Posttransplant inflammation promotes memory T cell recovery following antibody-mediated lymphoablation (TRAN3P.900)

Abstract

Abstract Antibody-mediated depletion is commonly used as an induction therapy in recipients of organ transplants subjected to prolonged cold ischemia. We tested how surgery-induced inflammation and ischemia/reperfusion injury affect the recipient T cell recovery after lymphoablation. We previously reported that preexisting memory T cells rapidly expand and mediate rejection in B6 recipients of BALB/c heart allografts treated with murine antithymocyte globulin (mATG). Memory CD8 T cell recovery was not influenced by specificity for donor alloantigens suggesting a role for posttransplant inflammation. In support of this, CD8 T cells recovered faster in B6 isograft recipients than in non-transplanted mice treated with mATG. The increase in cold ischemic time from 0.5 h to 8 h markedly enhanced the post-depletion expansion of memory CD8 T cells in allograft recipients (10 fold increase at d. 10 posttransplant).
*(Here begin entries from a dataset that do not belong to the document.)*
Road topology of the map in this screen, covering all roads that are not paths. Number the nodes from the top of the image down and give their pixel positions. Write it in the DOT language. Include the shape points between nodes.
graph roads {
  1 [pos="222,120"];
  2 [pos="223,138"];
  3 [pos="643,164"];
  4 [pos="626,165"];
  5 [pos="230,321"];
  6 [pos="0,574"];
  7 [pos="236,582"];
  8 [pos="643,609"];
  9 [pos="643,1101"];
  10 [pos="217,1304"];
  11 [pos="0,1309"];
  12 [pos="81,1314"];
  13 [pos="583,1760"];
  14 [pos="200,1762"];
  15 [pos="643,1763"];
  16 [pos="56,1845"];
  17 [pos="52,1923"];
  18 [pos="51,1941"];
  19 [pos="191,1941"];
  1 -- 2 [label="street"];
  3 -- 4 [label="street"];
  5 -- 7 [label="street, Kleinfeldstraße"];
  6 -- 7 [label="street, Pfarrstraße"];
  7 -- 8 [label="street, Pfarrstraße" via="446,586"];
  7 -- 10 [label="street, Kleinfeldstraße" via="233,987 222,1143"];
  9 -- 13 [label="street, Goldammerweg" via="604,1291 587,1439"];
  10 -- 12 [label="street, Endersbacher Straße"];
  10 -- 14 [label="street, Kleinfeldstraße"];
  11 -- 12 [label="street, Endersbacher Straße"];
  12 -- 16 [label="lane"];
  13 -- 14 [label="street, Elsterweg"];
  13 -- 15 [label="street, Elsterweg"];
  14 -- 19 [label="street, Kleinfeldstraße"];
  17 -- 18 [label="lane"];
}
Treatment with neutralizing anti-TNFα Ab decreased the numbers of donor-reactive IFNγ producing cells in the spleens of mATG treated heart allograft recipient by 60%, but had little effect on the anti-donor responses in control IgG treated recipients suggesting that TNFα facilitates T cell recovery rather than priming. Our data show that posttransplant inflammation facilitates memory T cell reconstitution following antibody-mediated depletion and that neutralizing proinflammatory cytokines may improve the efficacy of induction therapies in sensitized transplant recipients.